Description: An element divides its negative. (Contributed by Mario Carneiro, 1-Dec-2014)

Ref Expression
Hypotheses dvdsr.1 
|- B = ( Base ` R )
dvdsr.2 
|- .|| = ( ||r ` R )
dvdsrneg.5 
|- N = ( invg ` R )
Assertion dvdsrneg 
|- ( ( R e. Ring /\ X e. B ) -> X .|| ( N ` X ) )

Proof

Step Hyp Ref Expression
1 dvdsr.1 
 |-  B = ( Base ` R )
2 dvdsr.2 
 |-  .|| = ( ||r ` R )
3 dvdsrneg.5 
 |-  N = ( invg ` R )
4 id 
 |-  ( X e. B -> X e. B )
5 ringgrp 
 |-  ( R e. Ring -> R e. Grp )
6 eqid 
 |-  ( 1r ` R ) = ( 1r ` R )
7 1 6 ringidcl 
 |-  ( R e. Ring -> ( 1r ` R ) e. B )
8 1 3 grpinvcl 
 |-  ( ( R e. Grp /\ ( 1r ` R ) e. B ) -> ( N ` ( 1r ` R ) ) e.
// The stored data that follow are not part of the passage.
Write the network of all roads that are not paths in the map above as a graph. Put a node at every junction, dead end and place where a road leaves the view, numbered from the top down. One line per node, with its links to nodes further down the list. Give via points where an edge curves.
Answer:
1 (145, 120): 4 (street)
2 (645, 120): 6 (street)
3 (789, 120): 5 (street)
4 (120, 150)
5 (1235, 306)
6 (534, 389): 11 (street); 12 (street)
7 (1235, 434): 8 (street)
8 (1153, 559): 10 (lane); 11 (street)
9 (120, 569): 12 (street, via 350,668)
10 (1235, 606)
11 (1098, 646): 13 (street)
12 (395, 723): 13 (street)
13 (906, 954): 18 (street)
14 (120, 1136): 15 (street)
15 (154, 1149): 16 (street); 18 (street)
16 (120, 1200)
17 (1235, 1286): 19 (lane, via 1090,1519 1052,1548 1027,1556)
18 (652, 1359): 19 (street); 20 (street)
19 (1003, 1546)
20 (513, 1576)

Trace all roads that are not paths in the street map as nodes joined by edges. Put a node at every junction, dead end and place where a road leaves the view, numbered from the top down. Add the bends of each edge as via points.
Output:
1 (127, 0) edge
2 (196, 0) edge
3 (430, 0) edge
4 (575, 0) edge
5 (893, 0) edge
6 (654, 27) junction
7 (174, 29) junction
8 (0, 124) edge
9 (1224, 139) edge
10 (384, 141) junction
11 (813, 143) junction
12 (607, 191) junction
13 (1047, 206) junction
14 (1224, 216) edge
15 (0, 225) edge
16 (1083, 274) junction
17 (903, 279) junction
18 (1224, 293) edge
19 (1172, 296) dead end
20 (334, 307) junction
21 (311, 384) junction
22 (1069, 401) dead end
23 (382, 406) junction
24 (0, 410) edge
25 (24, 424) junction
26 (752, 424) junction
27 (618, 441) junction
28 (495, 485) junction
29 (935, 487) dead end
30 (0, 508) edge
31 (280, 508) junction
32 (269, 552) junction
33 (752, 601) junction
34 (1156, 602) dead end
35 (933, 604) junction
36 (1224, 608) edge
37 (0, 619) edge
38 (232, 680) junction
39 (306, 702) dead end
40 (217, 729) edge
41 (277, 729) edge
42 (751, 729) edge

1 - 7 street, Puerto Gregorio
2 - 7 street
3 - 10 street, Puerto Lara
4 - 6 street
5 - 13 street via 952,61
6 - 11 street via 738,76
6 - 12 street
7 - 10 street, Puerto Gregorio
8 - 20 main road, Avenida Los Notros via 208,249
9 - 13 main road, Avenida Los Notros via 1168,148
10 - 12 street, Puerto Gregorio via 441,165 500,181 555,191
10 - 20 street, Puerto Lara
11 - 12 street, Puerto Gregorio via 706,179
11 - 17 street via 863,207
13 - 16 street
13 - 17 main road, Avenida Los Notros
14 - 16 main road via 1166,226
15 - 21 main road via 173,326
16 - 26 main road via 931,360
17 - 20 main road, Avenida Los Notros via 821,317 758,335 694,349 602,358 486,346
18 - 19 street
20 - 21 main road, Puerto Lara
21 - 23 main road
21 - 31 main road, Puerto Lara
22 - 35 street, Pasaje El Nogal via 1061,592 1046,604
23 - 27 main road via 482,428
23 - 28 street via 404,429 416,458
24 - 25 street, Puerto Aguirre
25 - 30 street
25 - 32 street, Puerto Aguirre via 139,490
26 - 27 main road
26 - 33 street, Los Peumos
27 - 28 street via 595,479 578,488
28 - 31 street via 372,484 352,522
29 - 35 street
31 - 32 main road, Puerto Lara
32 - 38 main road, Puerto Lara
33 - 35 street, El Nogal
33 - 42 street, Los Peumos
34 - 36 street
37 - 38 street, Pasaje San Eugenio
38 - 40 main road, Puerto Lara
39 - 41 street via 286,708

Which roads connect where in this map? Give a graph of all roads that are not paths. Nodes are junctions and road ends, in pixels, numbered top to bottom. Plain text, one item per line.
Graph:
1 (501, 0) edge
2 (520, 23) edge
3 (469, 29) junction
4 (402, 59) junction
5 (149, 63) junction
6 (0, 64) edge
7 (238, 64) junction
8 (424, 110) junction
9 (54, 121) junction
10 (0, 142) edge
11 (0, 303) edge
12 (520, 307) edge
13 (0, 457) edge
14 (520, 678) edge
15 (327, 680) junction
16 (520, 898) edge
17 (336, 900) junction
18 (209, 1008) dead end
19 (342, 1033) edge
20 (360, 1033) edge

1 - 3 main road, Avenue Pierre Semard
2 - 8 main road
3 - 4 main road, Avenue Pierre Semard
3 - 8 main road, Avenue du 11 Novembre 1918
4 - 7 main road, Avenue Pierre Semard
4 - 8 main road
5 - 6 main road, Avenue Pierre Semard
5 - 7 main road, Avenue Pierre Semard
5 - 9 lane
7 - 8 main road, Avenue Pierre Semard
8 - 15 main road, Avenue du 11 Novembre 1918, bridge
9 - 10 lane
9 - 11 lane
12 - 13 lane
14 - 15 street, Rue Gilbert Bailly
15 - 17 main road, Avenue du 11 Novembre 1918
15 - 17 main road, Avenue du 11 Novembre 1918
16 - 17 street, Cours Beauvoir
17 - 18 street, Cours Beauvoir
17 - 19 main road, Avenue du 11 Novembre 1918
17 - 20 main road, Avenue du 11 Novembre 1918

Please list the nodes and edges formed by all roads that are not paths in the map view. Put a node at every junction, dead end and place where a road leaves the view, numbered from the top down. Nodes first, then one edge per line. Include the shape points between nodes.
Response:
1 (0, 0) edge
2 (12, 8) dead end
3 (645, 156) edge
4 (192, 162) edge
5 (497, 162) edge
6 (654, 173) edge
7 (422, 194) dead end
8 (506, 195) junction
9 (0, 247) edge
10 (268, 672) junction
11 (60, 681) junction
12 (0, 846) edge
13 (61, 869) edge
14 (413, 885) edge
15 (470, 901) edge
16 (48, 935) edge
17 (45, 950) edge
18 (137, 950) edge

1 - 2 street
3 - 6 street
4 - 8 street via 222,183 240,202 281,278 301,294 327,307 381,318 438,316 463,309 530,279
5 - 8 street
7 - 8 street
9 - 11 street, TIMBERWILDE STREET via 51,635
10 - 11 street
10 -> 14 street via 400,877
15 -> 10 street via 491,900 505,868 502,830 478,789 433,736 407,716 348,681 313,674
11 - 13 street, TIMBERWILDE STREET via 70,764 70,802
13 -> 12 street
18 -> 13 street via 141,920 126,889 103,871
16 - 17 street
B )
9 5 7 8 syl2anc 
 |-  ( R e. Ring -> ( N ` ( 1r ` R ) ) e. B )
10 eqid 
 |-  ( .r ` R ) = ( .r ` R )
11 1 2 10 dvdsrmul 
 |-  ( ( X e. B /\ ( N ` ( 1r ` R ) ) e. B ) -> X .|| ( ( N ` ( 1r ` R ) ) ( .r ` R ) X ) )
12 4 9 11 syl2anr 
 |-  ( ( R e. Ring /\ X e. B ) -> X .|| ( ( N ` ( 1r ` R ) ) ( .r ` R ) X ) )
13 simpl 
 |-  ( ( R e. Ring /\ X e. B ) -> R e. Ring )
14 simpr 
 |-  ( ( R e. Ring /\ X e. B ) -> X e. B )
15 1 10 6 3 13 14 ringnegl 
 |-  ( ( R e. Ring /\ X e. B ) -> ( ( N ` ( 1r ` R ) ) ( .r ` R ) X ) = ( N ` X ) )
16 12 15 breqtrd 
 |-  ( ( R e. Ring /\ X e. B ) -> X .|| ( N ` X ) )